> [WHAT YOU WILL DO]: In full and exactly, please return the records, but keep out the pictures.

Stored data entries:
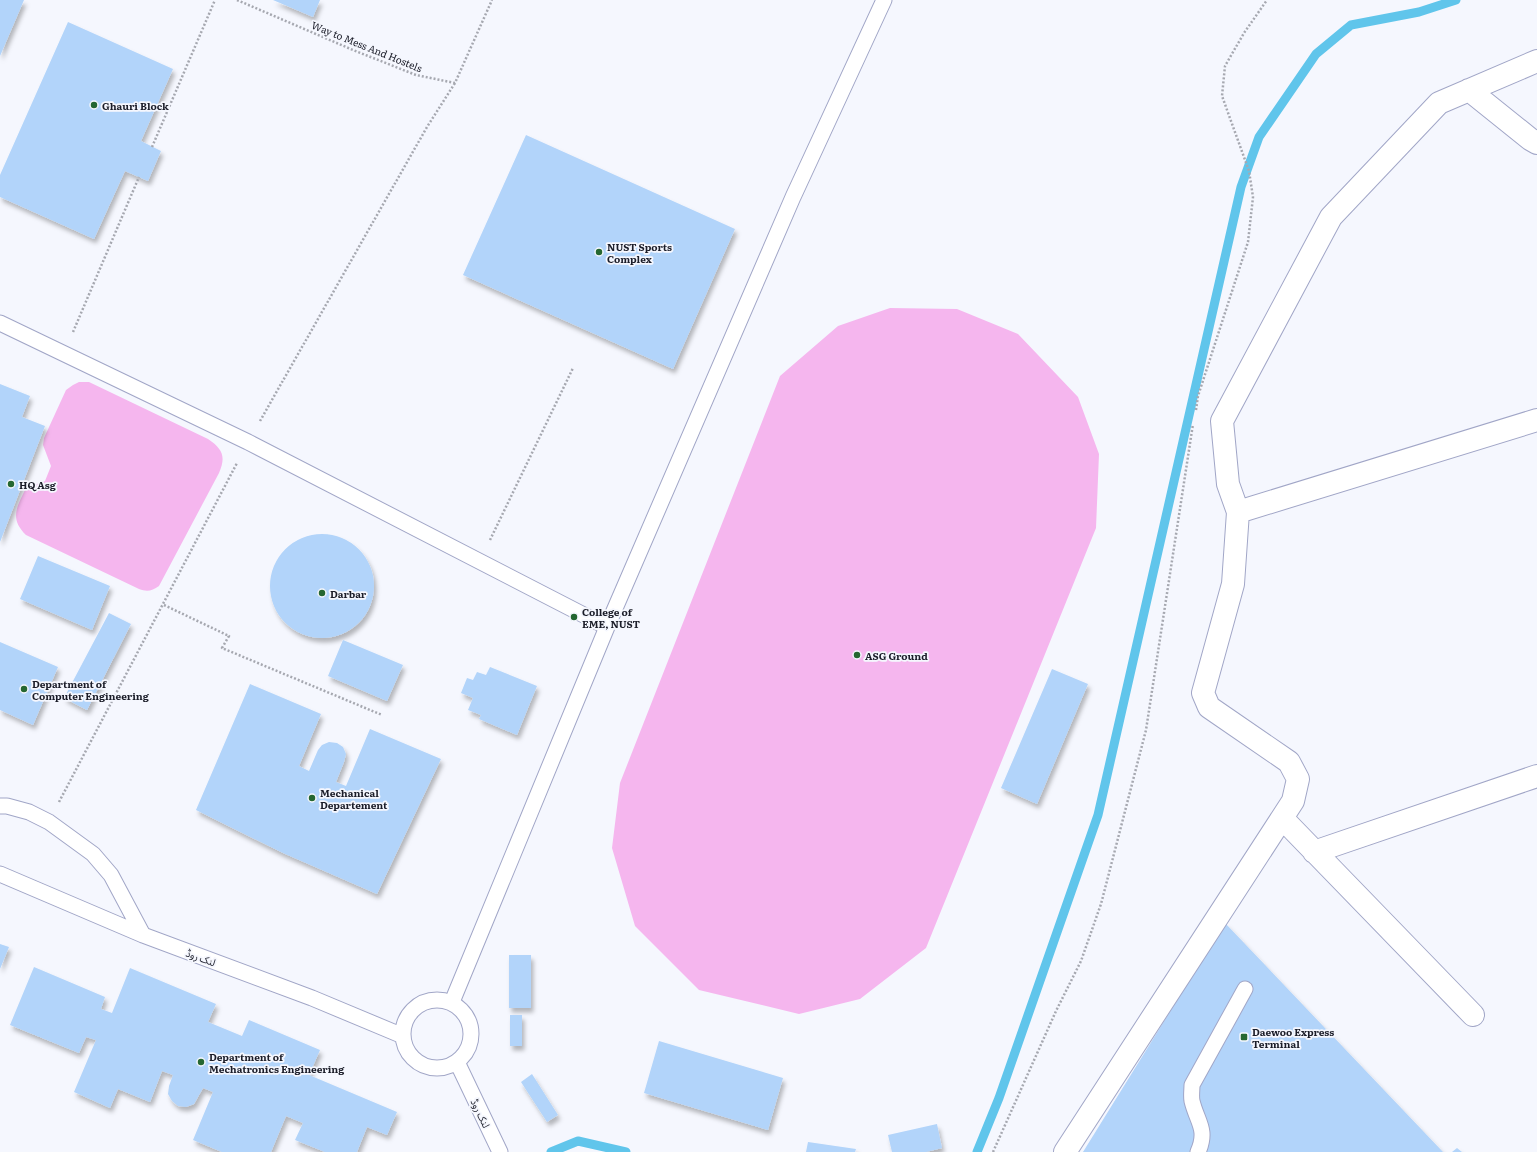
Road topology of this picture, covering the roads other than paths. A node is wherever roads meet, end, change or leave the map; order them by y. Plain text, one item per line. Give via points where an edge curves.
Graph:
1 (884, 0) edge
2 (1537, 61) edge
3 (1469, 90) junction
4 (1537, 143) edge
5 (0, 323) edge
6 (1537, 420) edge
7 (1238, 512) junction
8 (607, 627) junction
9 (1537, 776) edge
10 (0, 806) edge
11 (1282, 818) junction
12 (1314, 852) junction
13 (0, 874) edge
14 (143, 936) junction
15 (1245, 989) dead end
16 (452, 1002) junction
17 (1473, 1015) dead end
18 (403, 1036) junction
19 (457, 1062) junction
20 (498, 1147) edge
21 (1065, 1152) edge
22 (1198, 1152) edge

1 - 8 lane via 790,204
2 - 3 street
3 - 4 street
3 - 7 street via 1439,102 1332,217 1222,421 1228,484
5 - 8 lane via 248,442
6 - 7 street
7 - 11 street via 1233,584 1203,694 1208,707 1288,762 1298,779 1293,801
8 - 16 lane
9 - 12 street
10 - 14 lane via 29,812 49,822 94,854 111,874
11 - 12 street
11 - 21 street
12 - 17 street
13 - 14 lane, لنک روڈ
14 - 18 lane, لنک روڈ via 312,998
15 - 22 lane via 1192,1085 1192,1100 1202,1130 1202,1144
16 - 18 lane via 441,999 429,1000 418,1005 409,1013 404,1024
16 - 19 lane via 469,1019 472,1031 471,1043 466,1054
18 - 19 lane via 406,1048 413,1058 423,1065 434,1068 446,1067
19 - 20 lane, لنک روڈ

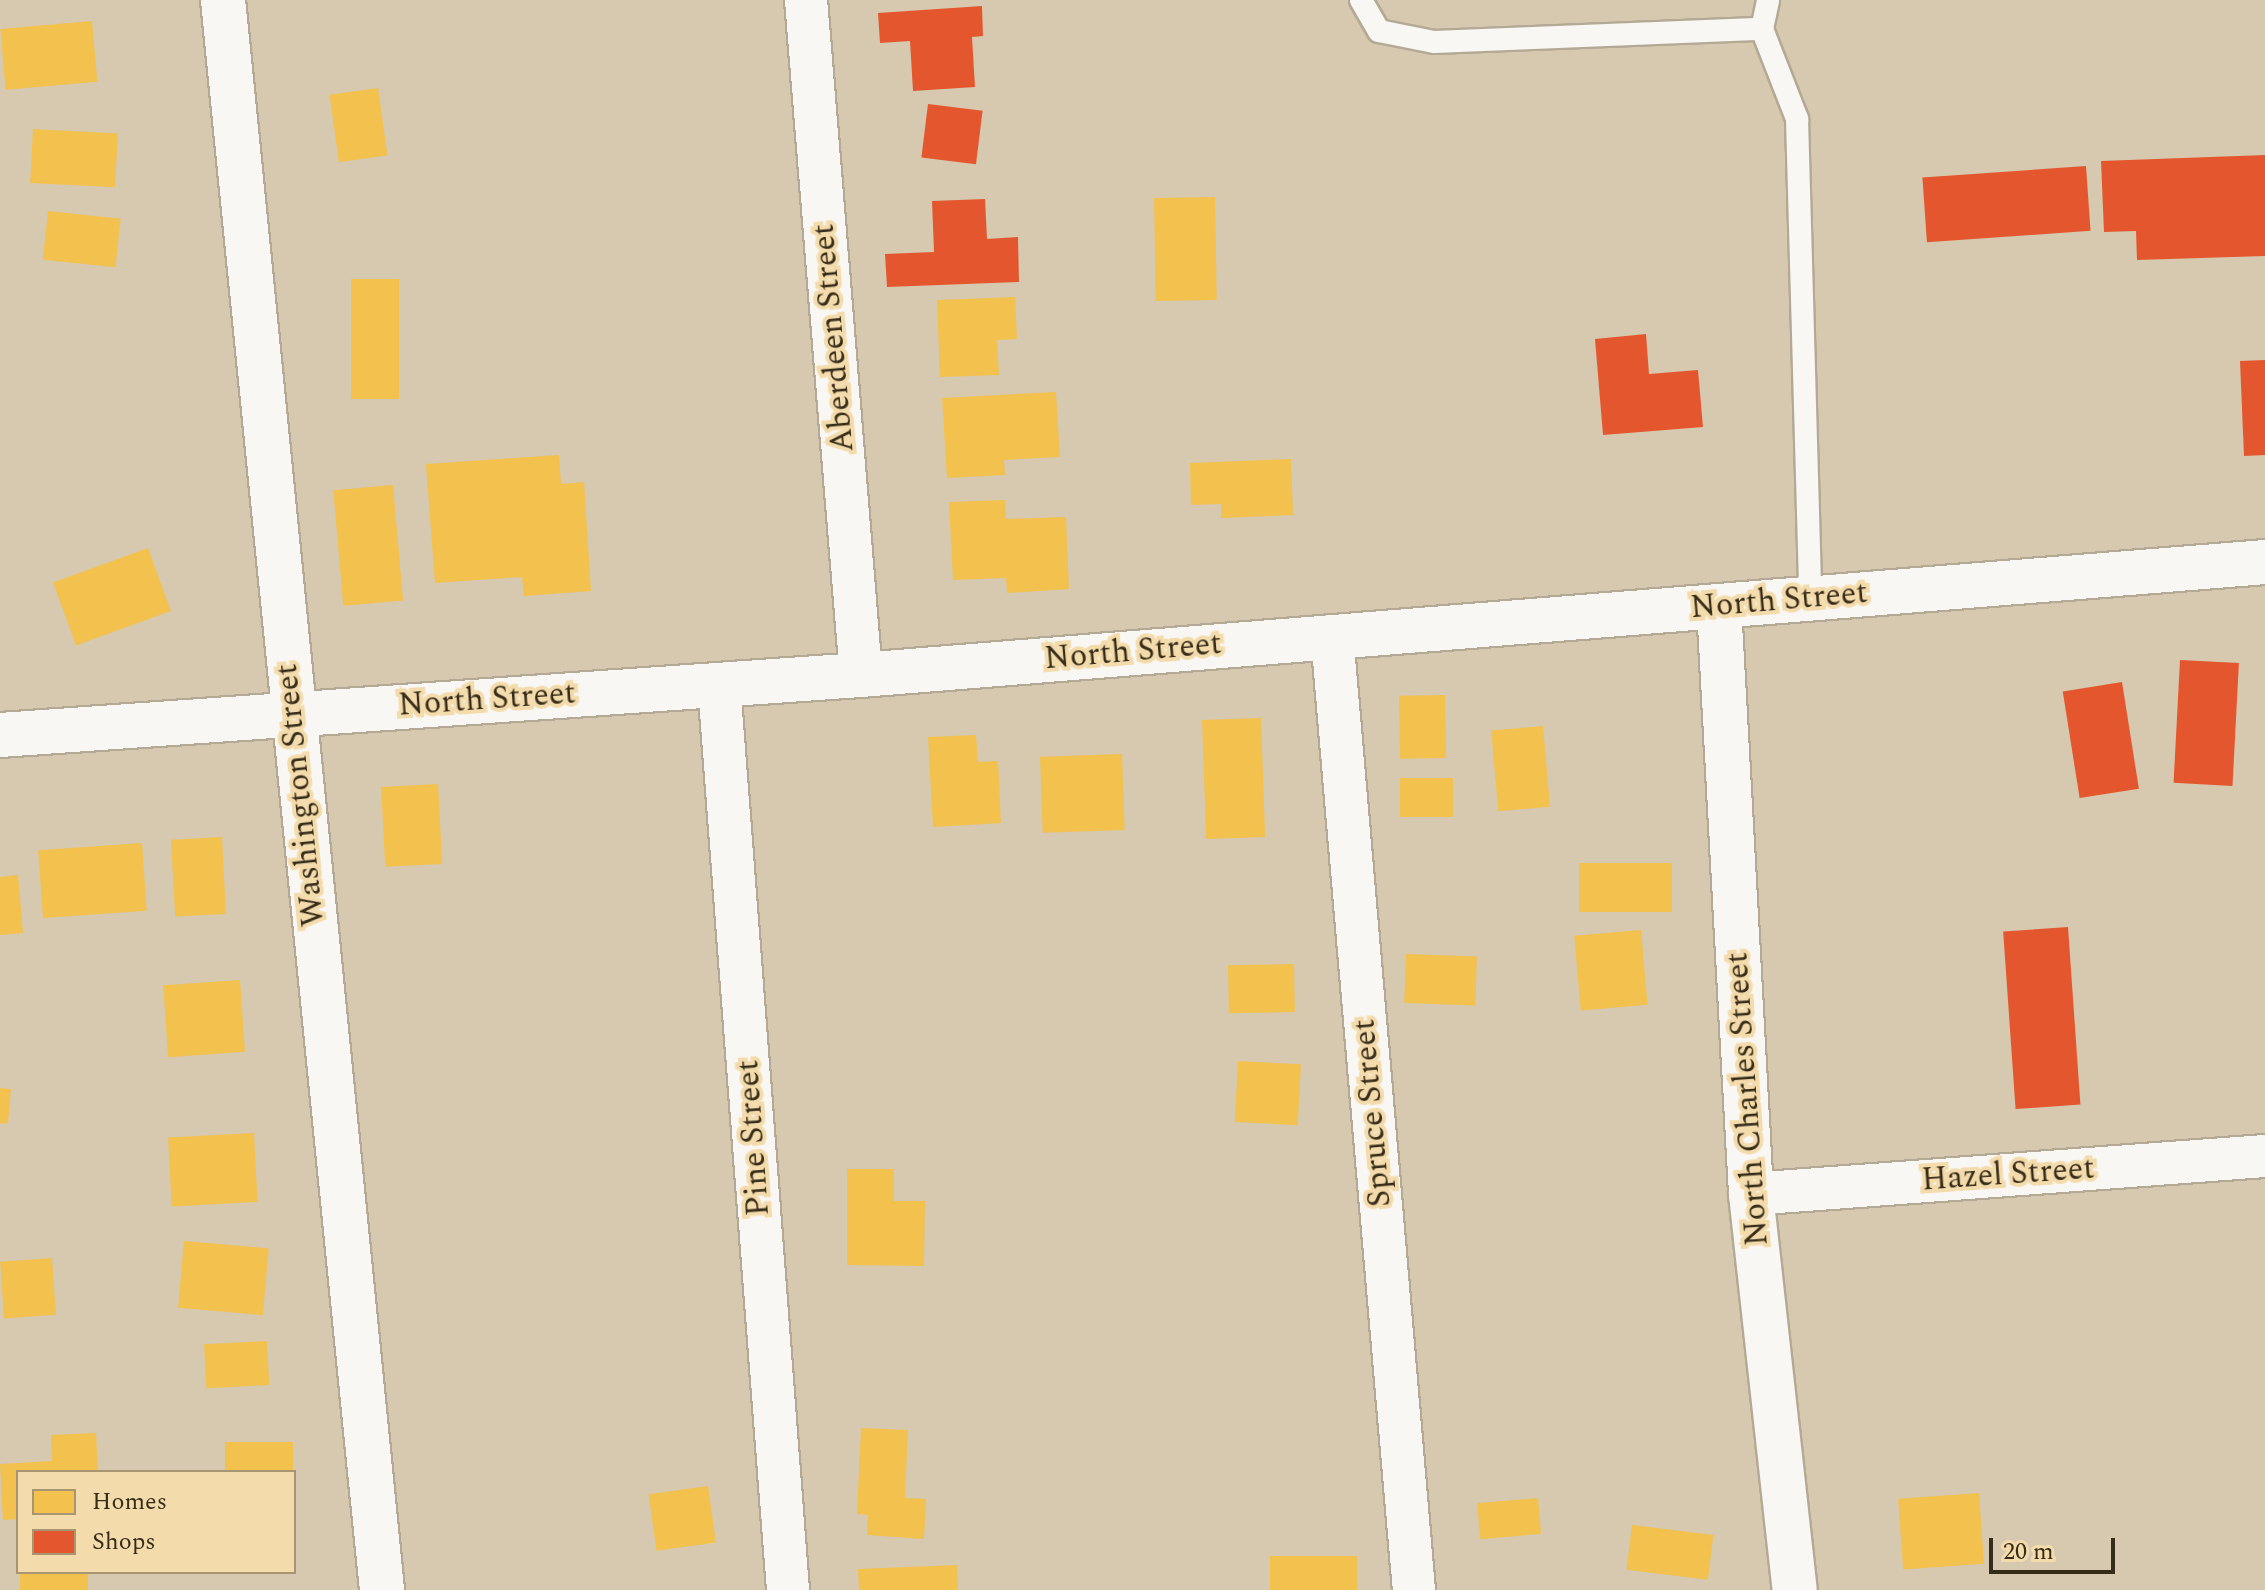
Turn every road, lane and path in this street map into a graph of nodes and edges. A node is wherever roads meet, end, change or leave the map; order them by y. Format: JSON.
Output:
{"nodes":[{"id":1,"x":223,"y":0,"type":"edge"},
{"id":2,"x":806,"y":0,"type":"edge"},
{"id":3,"x":1361,"y":0,"type":"edge"},
{"id":4,"x":1768,"y":0,"type":"edge"},
{"id":5,"x":1762,"y":29,"type":"junction"},
{"id":6,"x":2265,"y":562,"type":"edge"},
{"id":7,"x":1810,"y":599,"type":"junction"},
{"id":8,"x":1719,"y":606,"type":"junction"},
{"id":9,"x":1332,"y":636,"type":"junction"},
{"id":10,"x":861,"y":675,"type":"junction"},
{"id":11,"x":719,"y":685,"type":"junction"},
{"id":12,"x":292,"y":712,"type":"junction"},
{"id":13,"x":0,"y":735,"type":"edge"},
{"id":14,"x":2265,"y":1156,"type":"edge"},
{"id":15,"x":1751,"y":1194,"type":"junction"},
{"id":16,"x":382,"y":1590,"type":"edge"},
{"id":17,"x":788,"y":1590,"type":"edge"},
{"id":18,"x":1414,"y":1590,"type":"edge"},
{"id":19,"x":1795,"y":1590,"type":"edge"}],
"edges":[{"from":1,"to":12,"type":"street","name":"Washington Street"},
{"from":2,"to":10,"type":"street","name":"Aberdeen Street"},
{"from":3,"to":5,"type":"lane"},
{"from":4,"to":5,"type":"lane"},
{"from":5,"to":7,"type":"lane"},
{"from":6,"to":7,"type":"street","name":"North Street"},
{"from":7,"to":8,"type":"street","name":"North Street"},
{"from":8,"to":9,"type":"street","name":"North Street"},
{"from":8,"to":15,"type":"street","name":"North Charles Street"},
{"from":9,"to":10,"type":"street","name":"North Street"},
{"from":9,"to":18,"type":"street","name":"Spruce Street"},
{"from":10,"to":11,"type":"street","name":"North Street"},
{"from":11,"to":12,"type":"street","name":"North Street"},
{"from":11,"to":17,"type":"street","name":"Pine Street"},
{"from":12,"to":13,"type":"street","name":"North Street"},
{"from":12,"to":16,"type":"street","name":"Washington Street"},
{"from":14,"to":15,"type":"street","name":"Hazel Street"},
{"from":15,"to":19,"type":"street","name":"North Charles Street"}]}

> [SOLUTION FOR THIS EXERCISE]:
Road topology of this picture, covering the roads other than paths. A node is wherever roads meet, end, change or leave the map; order them by y. Plain text, one item per line. Give via points where an edge curves.
Graph:
1 (884, 0) edge
2 (1537, 61) edge
3 (1469, 90) junction
4 (1537, 143) edge
5 (0, 323) edge
6 (1537, 420) edge
7 (1238, 512) junction
8 (607, 627) junction
9 (1537, 776) edge
10 (0, 806) edge
11 (1282, 818) junction
12 (1314, 852) junction
13 (0, 874) edge
14 (143, 936) junction
15 (1245, 989) dead end
16 (452, 1002) junction
17 (1473, 1015) dead end
18 (403, 1036) junction
19 (457, 1062) junction
20 (498, 1147) edge
21 (1065, 1152) edge
22 (1198, 1152) edge

1 - 8 lane via 790,204
2 - 3 street
3 - 4 street
3 - 7 street via 1439,102 1332,217 1222,421 1228,484
5 - 8 lane via 248,442
6 - 7 street
7 - 11 street via 1233,584 1203,694 1208,707 1288,762 1298,779 1293,801
8 - 16 lane
9 - 12 street
10 - 14 lane via 29,812 49,822 94,854 111,874
11 - 12 street
11 - 21 street
12 - 17 street
13 - 14 lane, لنک روڈ
14 - 18 lane, لنک روڈ via 312,998
15 - 22 lane via 1192,1085 1192,1100 1202,1130 1202,1144
16 - 18 lane via 441,999 429,1000 418,1005 409,1013 404,1024
16 - 19 lane via 469,1019 472,1031 471,1043 466,1054
18 - 19 lane via 406,1048 413,1058 423,1065 434,1068 446,1067
19 - 20 lane, لنک روڈ

Turn every road, lane and path in this street map into a graph of nodes and edges. A node is wherever roads meet, end, change or leave the map; order them by y. Format: JSON.
Output:
{"nodes":[{"id":1,"x":223,"y":0,"type":"edge"},
{"id":2,"x":806,"y":0,"type":"edge"},
{"id":3,"x":1361,"y":0,"type":"edge"},
{"id":4,"x":1768,"y":0,"type":"edge"},
{"id":5,"x":1762,"y":29,"type":"junction"},
{"id":6,"x":2265,"y":562,"type":"edge"},
{"id":7,"x":1810,"y":599,"type":"junction"},
{"id":8,"x":1719,"y":606,"type":"junction"},
{"id":9,"x":1332,"y":636,"type":"junction"},
{"id":10,"x":861,"y":675,"type":"junction"},
{"id":11,"x":719,"y":685,"type":"junction"},
{"id":12,"x":292,"y":712,"type":"junction"},
{"id":13,"x":0,"y":735,"type":"edge"},
{"id":14,"x":2265,"y":1156,"type":"edge"},
{"id":15,"x":1751,"y":1194,"type":"junction"},
{"id":16,"x":382,"y":1590,"type":"edge"},
{"id":17,"x":788,"y":1590,"type":"edge"},
{"id":18,"x":1414,"y":1590,"type":"edge"},
{"id":19,"x":1795,"y":1590,"type":"edge"}],
"edges":[{"from":1,"to":12,"type":"street","name":"Washington Street"},
{"from":2,"to":10,"type":"street","name":"Aberdeen Street"},
{"from":3,"to":5,"type":"lane"},
{"from":4,"to":5,"type":"lane"},
{"from":5,"to":7,"type":"lane"},
{"from":6,"to":7,"type":"street","name":"North Street"},
{"from":7,"to":8,"type":"street","name":"North Street"},
{"from":8,"to":9,"type":"street","name":"North Street"},
{"from":8,"to":15,"type":"street","name":"North Charles Street"},
{"from":9,"to":10,"type":"street","name":"North Street"},
{"from":9,"to":18,"type":"street","name":"Spruce Street"},
{"from":10,"to":11,"type":"street","name":"North Street"},
{"from":11,"to":12,"type":"street","name":"North Street"},
{"from":11,"to":17,"type":"street","name":"Pine Street"},
{"from":12,"to":13,"type":"street","name":"North Street"},
{"from":12,"to":16,"type":"street","name":"Washington Street"},
{"from":14,"to":15,"type":"street","name":"Hazel Street"},
{"from":15,"to":19,"type":"street","name":"North Charles Street"}]}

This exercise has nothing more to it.